Content starts

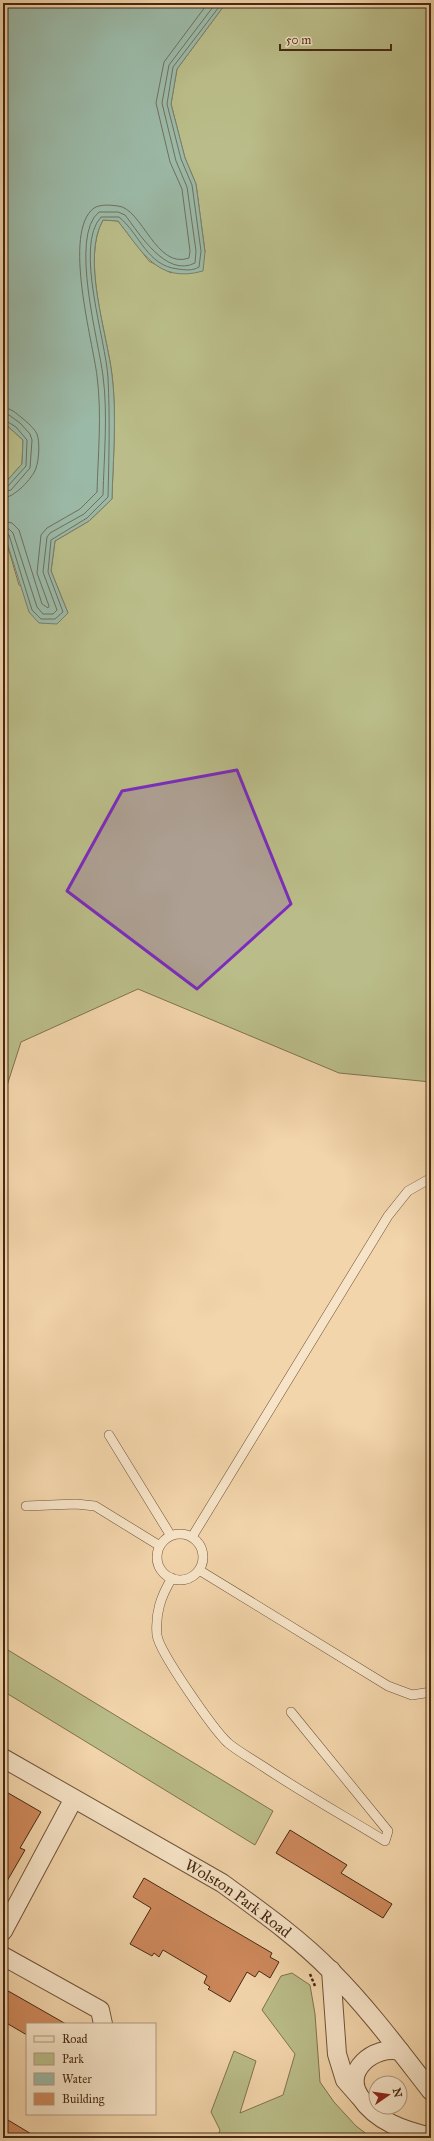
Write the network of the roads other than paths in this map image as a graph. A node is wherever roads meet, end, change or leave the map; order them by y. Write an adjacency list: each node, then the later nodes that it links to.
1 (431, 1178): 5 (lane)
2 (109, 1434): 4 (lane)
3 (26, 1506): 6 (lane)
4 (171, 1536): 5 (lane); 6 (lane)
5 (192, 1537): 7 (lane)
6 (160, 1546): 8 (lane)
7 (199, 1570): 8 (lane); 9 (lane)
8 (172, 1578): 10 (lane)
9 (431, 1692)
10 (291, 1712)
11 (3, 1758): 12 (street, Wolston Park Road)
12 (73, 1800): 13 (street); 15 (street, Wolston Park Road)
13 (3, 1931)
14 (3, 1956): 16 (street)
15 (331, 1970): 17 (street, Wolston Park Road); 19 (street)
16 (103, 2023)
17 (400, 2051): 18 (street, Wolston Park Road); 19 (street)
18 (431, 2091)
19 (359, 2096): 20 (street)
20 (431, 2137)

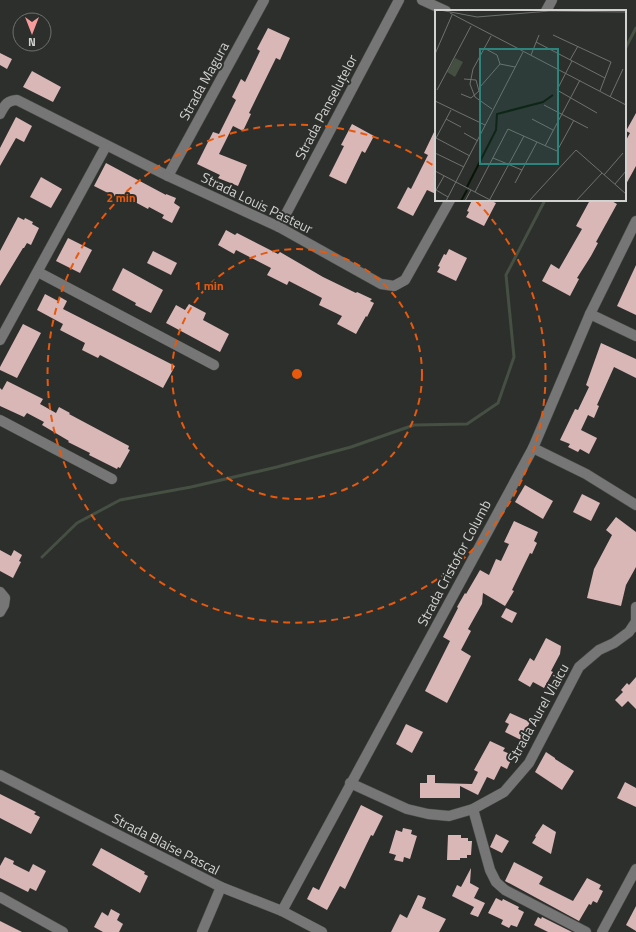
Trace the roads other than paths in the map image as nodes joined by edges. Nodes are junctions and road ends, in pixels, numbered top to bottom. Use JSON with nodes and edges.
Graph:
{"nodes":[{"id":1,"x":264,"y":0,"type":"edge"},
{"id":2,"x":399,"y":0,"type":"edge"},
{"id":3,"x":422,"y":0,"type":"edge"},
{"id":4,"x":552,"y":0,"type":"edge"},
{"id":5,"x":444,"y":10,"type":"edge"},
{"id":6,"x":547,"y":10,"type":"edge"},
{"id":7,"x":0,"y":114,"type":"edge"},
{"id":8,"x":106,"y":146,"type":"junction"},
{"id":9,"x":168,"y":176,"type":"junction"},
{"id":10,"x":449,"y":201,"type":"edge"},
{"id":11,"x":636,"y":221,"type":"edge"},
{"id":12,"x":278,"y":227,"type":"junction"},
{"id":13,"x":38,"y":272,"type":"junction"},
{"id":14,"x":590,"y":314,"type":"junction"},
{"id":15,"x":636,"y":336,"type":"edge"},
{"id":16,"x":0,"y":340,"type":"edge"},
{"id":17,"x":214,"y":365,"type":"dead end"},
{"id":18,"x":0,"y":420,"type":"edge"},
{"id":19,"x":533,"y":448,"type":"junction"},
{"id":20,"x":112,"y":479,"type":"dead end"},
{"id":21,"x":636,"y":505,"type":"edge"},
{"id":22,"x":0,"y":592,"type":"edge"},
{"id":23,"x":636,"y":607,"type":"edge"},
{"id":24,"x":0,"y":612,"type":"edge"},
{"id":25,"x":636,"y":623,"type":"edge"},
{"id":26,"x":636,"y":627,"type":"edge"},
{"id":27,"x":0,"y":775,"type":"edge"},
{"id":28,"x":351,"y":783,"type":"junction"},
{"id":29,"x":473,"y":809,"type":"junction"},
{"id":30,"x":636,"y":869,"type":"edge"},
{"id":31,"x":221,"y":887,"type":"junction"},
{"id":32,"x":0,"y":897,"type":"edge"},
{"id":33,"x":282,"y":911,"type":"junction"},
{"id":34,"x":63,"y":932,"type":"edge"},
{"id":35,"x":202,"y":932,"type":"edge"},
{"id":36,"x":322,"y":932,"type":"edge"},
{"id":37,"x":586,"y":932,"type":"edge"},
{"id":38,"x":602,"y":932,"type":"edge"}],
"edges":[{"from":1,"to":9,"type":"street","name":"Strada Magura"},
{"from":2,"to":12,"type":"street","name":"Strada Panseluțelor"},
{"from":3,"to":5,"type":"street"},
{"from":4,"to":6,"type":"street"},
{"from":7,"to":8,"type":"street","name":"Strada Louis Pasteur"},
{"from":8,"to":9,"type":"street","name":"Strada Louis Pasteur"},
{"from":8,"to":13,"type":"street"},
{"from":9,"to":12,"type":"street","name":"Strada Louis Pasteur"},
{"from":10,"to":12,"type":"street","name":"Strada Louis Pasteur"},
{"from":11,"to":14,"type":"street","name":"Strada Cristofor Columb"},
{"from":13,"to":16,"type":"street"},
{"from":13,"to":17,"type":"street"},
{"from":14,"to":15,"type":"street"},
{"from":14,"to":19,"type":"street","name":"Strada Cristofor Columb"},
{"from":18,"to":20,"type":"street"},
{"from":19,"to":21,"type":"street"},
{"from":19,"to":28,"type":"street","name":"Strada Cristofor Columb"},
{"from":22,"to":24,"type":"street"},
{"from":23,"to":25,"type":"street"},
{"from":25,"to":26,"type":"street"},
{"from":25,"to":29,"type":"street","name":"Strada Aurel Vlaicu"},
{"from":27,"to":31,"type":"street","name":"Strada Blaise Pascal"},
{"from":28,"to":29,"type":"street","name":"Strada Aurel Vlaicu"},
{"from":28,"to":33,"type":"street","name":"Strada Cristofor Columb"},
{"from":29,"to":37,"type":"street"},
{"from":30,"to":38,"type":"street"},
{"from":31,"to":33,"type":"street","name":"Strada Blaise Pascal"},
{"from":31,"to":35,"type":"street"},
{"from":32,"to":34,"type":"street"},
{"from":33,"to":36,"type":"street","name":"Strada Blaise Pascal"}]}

Content ends

With the images omitted, retype the records above exactly.

- Written answer
Write the network of the roads other than paths in this map image as a graph. A node is wherever roads meet, end, change or leave the map; order them by y. Write an adjacency list: each node, then the later nodes that it links to.
1 (431, 1178): 5 (lane)
2 (109, 1434): 4 (lane)
3 (26, 1506): 6 (lane)
4 (171, 1536): 5 (lane); 6 (lane)
5 (192, 1537): 7 (lane)
6 (160, 1546): 8 (lane)
7 (199, 1570): 8 (lane); 9 (lane)
8 (172, 1578): 10 (lane)
9 (431, 1692)
10 (291, 1712)
11 (3, 1758): 12 (street, Wolston Park Road)
12 (73, 1800): 13 (street); 15 (street, Wolston Park Road)
13 (3, 1931)
14 (3, 1956): 16 (street)
15 (331, 1970): 17 (street, Wolston Park Road); 19 (street)
16 (103, 2023)
17 (400, 2051): 18 (street, Wolston Park Road); 19 (street)
18 (431, 2091)
19 (359, 2096): 20 (street)
20 (431, 2137)

Trace the roads other than paths in the map image as nodes joined by edges. Nodes are junctions and road ends, in pixels, numbered top to bottom. Use JSON with nodes and edges.
Graph:
{"nodes":[{"id":1,"x":264,"y":0,"type":"edge"},
{"id":2,"x":399,"y":0,"type":"edge"},
{"id":3,"x":422,"y":0,"type":"edge"},
{"id":4,"x":552,"y":0,"type":"edge"},
{"id":5,"x":444,"y":10,"type":"edge"},
{"id":6,"x":547,"y":10,"type":"edge"},
{"id":7,"x":0,"y":114,"type":"edge"},
{"id":8,"x":106,"y":146,"type":"junction"},
{"id":9,"x":168,"y":176,"type":"junction"},
{"id":10,"x":449,"y":201,"type":"edge"},
{"id":11,"x":636,"y":221,"type":"edge"},
{"id":12,"x":278,"y":227,"type":"junction"},
{"id":13,"x":38,"y":272,"type":"junction"},
{"id":14,"x":590,"y":314,"type":"junction"},
{"id":15,"x":636,"y":336,"type":"edge"},
{"id":16,"x":0,"y":340,"type":"edge"},
{"id":17,"x":214,"y":365,"type":"dead end"},
{"id":18,"x":0,"y":420,"type":"edge"},
{"id":19,"x":533,"y":448,"type":"junction"},
{"id":20,"x":112,"y":479,"type":"dead end"},
{"id":21,"x":636,"y":505,"type":"edge"},
{"id":22,"x":0,"y":592,"type":"edge"},
{"id":23,"x":636,"y":607,"type":"edge"},
{"id":24,"x":0,"y":612,"type":"edge"},
{"id":25,"x":636,"y":623,"type":"edge"},
{"id":26,"x":636,"y":627,"type":"edge"},
{"id":27,"x":0,"y":775,"type":"edge"},
{"id":28,"x":351,"y":783,"type":"junction"},
{"id":29,"x":473,"y":809,"type":"junction"},
{"id":30,"x":636,"y":869,"type":"edge"},
{"id":31,"x":221,"y":887,"type":"junction"},
{"id":32,"x":0,"y":897,"type":"edge"},
{"id":33,"x":282,"y":911,"type":"junction"},
{"id":34,"x":63,"y":932,"type":"edge"},
{"id":35,"x":202,"y":932,"type":"edge"},
{"id":36,"x":322,"y":932,"type":"edge"},
{"id":37,"x":586,"y":932,"type":"edge"},
{"id":38,"x":602,"y":932,"type":"edge"}],
"edges":[{"from":1,"to":9,"type":"street","name":"Strada Magura"},
{"from":2,"to":12,"type":"street","name":"Strada Panseluțelor"},
{"from":3,"to":5,"type":"street"},
{"from":4,"to":6,"type":"street"},
{"from":7,"to":8,"type":"street","name":"Strada Louis Pasteur"},
{"from":8,"to":9,"type":"street","name":"Strada Louis Pasteur"},
{"from":8,"to":13,"type":"street"},
{"from":9,"to":12,"type":"street","name":"Strada Louis Pasteur"},
{"from":10,"to":12,"type":"street","name":"Strada Louis Pasteur"},
{"from":11,"to":14,"type":"street","name":"Strada Cristofor Columb"},
{"from":13,"to":16,"type":"street"},
{"from":13,"to":17,"type":"street"},
{"from":14,"to":15,"type":"street"},
{"from":14,"to":19,"type":"street","name":"Strada Cristofor Columb"},
{"from":18,"to":20,"type":"street"},
{"from":19,"to":21,"type":"street"},
{"from":19,"to":28,"type":"street","name":"Strada Cristofor Columb"},
{"from":22,"to":24,"type":"street"},
{"from":23,"to":25,"type":"street"},
{"from":25,"to":26,"type":"street"},
{"from":25,"to":29,"type":"street","name":"Strada Aurel Vlaicu"},
{"from":27,"to":31,"type":"street","name":"Strada Blaise Pascal"},
{"from":28,"to":29,"type":"street","name":"Strada Aurel Vlaicu"},
{"from":28,"to":33,"type":"street","name":"Strada Cristofor Columb"},
{"from":29,"to":37,"type":"street"},
{"from":30,"to":38,"type":"street"},
{"from":31,"to":33,"type":"street","name":"Strada Blaise Pascal"},
{"from":31,"to":35,"type":"street"},
{"from":32,"to":34,"type":"street"},
{"from":33,"to":36,"type":"street","name":"Strada Blaise Pascal"}]}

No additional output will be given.